- DATA -

*** Block opens ***

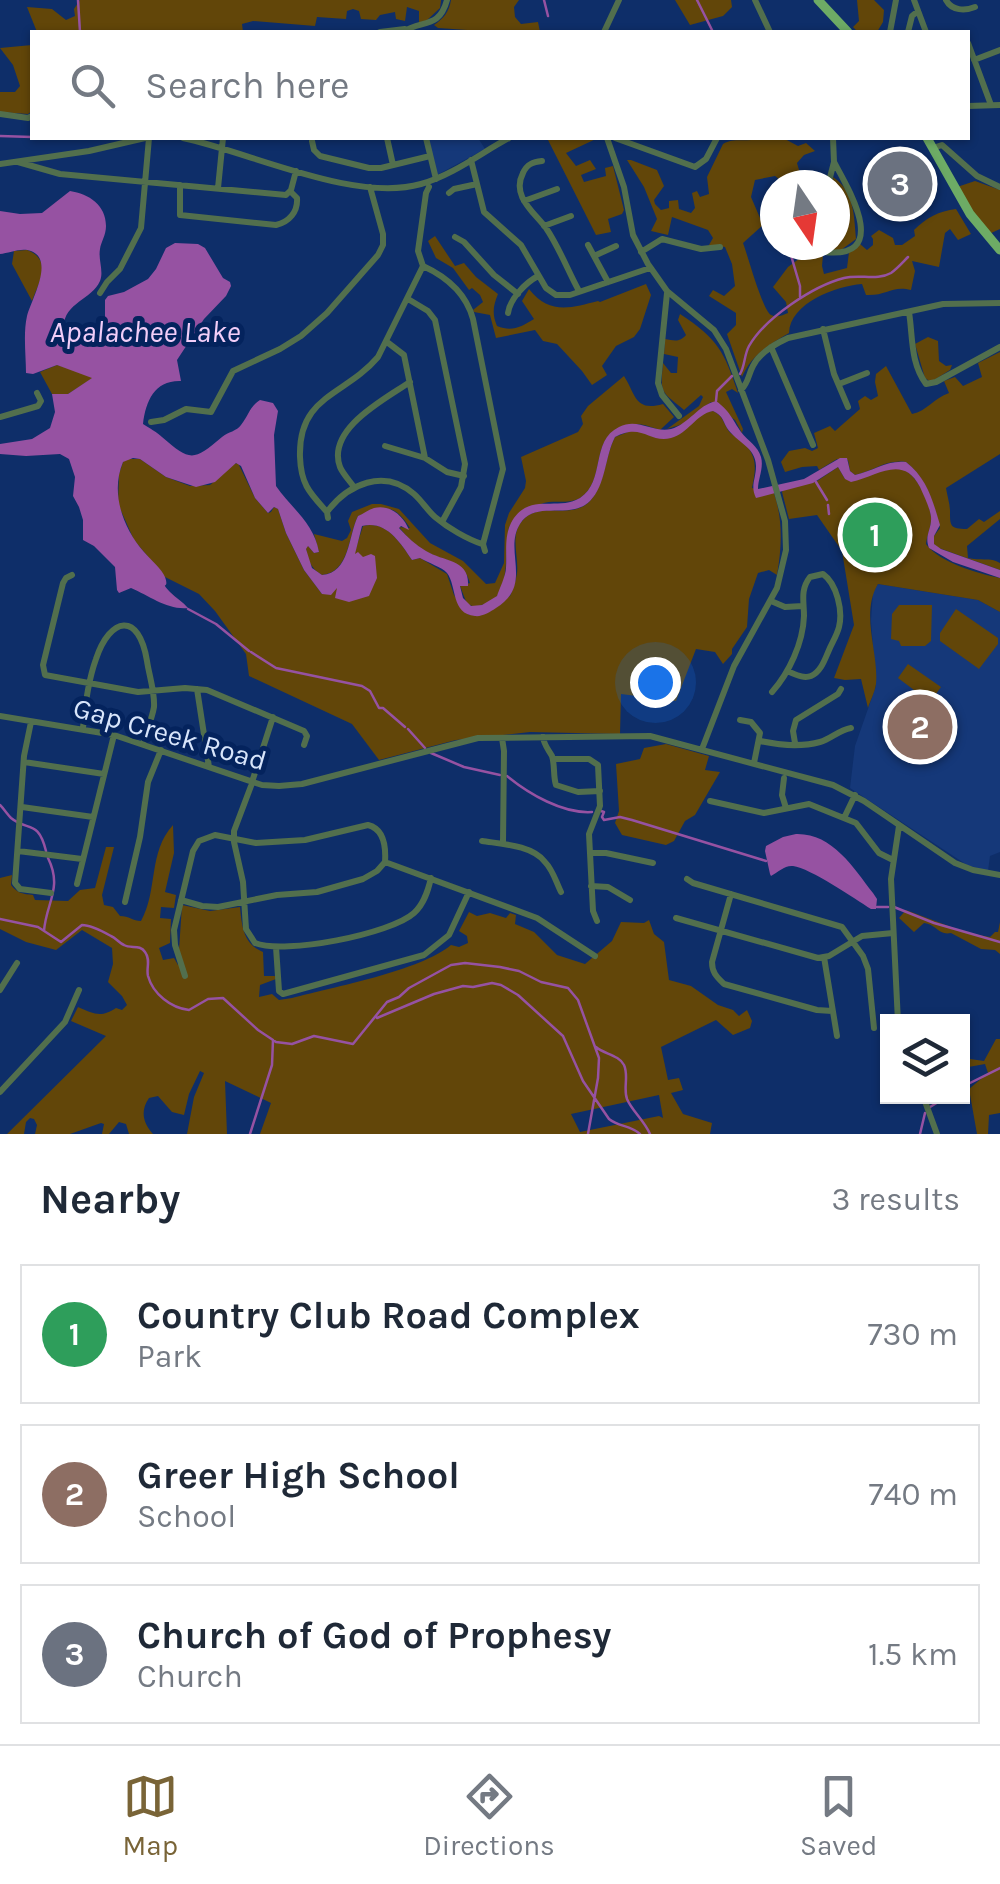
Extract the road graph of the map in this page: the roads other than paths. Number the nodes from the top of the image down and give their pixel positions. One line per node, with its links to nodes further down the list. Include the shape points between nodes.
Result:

*** Block closes ***
*** Block opens ***

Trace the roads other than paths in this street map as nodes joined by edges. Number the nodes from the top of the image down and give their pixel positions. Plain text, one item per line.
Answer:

*** Block closes ***

- THE TASK -
Which lines in the data above contain "Number"? Show each one.

- ANSWER SPACE -
Extract the road graph of the map in this page: the roads other than paths. Number the nodes from the top of the image down and give their pixel positions. One line per node, with its links to nodes further down the list. Include the shape points between nodes.
Trace the roads other than paths in this street map as nodes joined by edges. Number the nodes from the top of the image down and give their pixel positions. Plain text, one item per line.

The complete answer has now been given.